Figuring out who you are and what you have to say is the first and most important step in building a brand that lasts. More than a clever character or a sticky tagline, what buyers respond to is a strong, authentic narrative. A mascot can be a powerful extension of that story. But it can’t replace it.
Category context matters too. Brands operating in spaces where buyers are making high-stakes decisions (think healthcare, legal software, or financial compliance) need every brand element to reinforce trust and credibility. In many cases, adding a cartoonish, playful mascot to that mix can undermine a brand’s positioning and create tonal dissonance. A character can still work in those spaces, but it has to earn its place carefully and show up in a way that feels aligned with the seriousness of the decision. It’s not an automatic no, but it does require a measured approach.
Where mascots tend to find the most natural footing is when a brand has a conversational tone, a community of users who identify with the product, or a crowded category where most competitors look and sound the same. In those situations, a character has room to carry your voice into the places where personality is most likely to slip away: the email footer, the onboarding flow, the error page, the event booth, and everywhere in between.
Four Things to Get Right
If you are considering adopting a mascot, execution matters as much as the idea.
Start with personality, not aesthetics. A character that looks great but doesn’t have a defined point of view tends to fade quickly.
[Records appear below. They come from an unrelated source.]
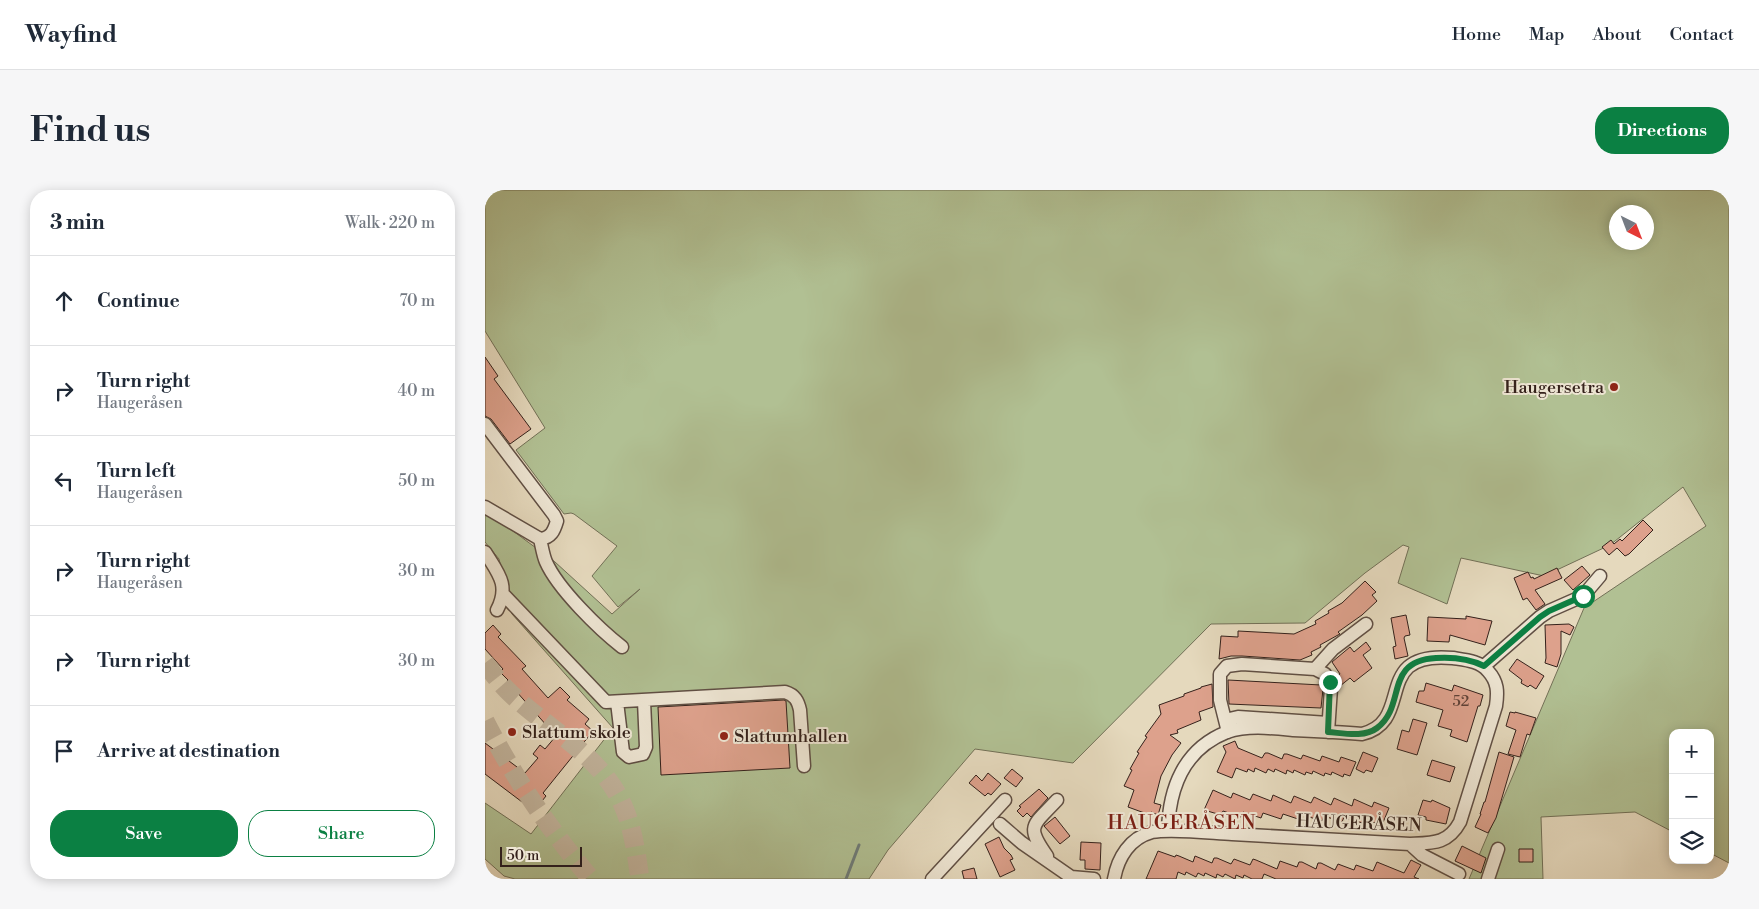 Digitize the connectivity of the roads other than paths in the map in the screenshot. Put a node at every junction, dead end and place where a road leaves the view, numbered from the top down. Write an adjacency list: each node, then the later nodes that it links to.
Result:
1 (485, 424): 3 (street)
2 (485, 507): 3 (street)
3 (540, 539): 9 (street)
4 (485, 552): 6 (street)
5 (1600, 576): 10 (street)
6 (503, 594): 7 (street); 13 (street)
7 (497, 610)
8 (1367, 624): 11 (street)
9 (622, 647)
10 (1484, 666): 15 (street); 21 (street, HAUGERÅSEN)
11 (1315, 669): 14 (street); 15 (street)
12 (644, 701): 13 (street); 13 (street); 16 (street)
13 (617, 702)
14 (1227, 726): 15 (street); 20 (street)
15 (1328, 727)
16 (805, 766)
17 (1005, 800): 25 (street)
18 (1057, 800): 23 (street)
19 (1000, 824): 23 (street)
20 (1168, 831): 21 (street, HAUGERÅSEN); 27 (street, HAUGERÅSEN)
21 (1410, 844): 24 (street)
22 (1498, 849): 28 (street)
23 (1051, 862): 26 (street)
24 (1459, 874)
25 (932, 879)
26 (1094, 879)
27 (1114, 879)
28 (1488, 879)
Before any design brief gets written, it’s worth figuring out what the mascot believes, how it communicates, and what it would never do. The visual follows from that.
Plan for consistency. A mascot that shows up in one campaign and disappears doesn’t have much chance to build recognition. The brands that see the most value from their characters use them across email, social, product, events, and swag over time. Sustained presence is what makes a character feel like part of the brand rather than a one-off creative choice.
Let it evolve, but protect the core. Characters can and should grow with a brand. Owly looks different now than it did in 2014. What tends to undermine a mascot is reinventing it so frequently that audiences never get the chance to build a relationship with it. The core personality needs enough stability to outlast individual campaigns.
Make sure it reflects your internal culture, not just your external brand. The best mascots don’t just speak to customers. They resonate internally, too. If your team takes a collaborative, playful approach to the work, a mascot can be a natural extension of that. If it feels like a costume your company is putting on, buyers tend to notice. The character works best when the people behind the brand identify with it.
So, Is It Time?
Run through the questions above. Does your brand have a clear personality? Is your category one where a character has room to breathe? Do your people not take themselves too seriously? If the answer to most of those is yes, a mascot is probably worth a serious conversation.
More B2B brands are exploring mascots because those that have invested in characters have shown it can pay off. Not just in brand awareness, but in the kind of recognition that keeps you top of mind when a buyer is finally ready to make a move. In a market where a lot of brands are starting to look alike, a character that represents who you are is one of the hardest things to copy.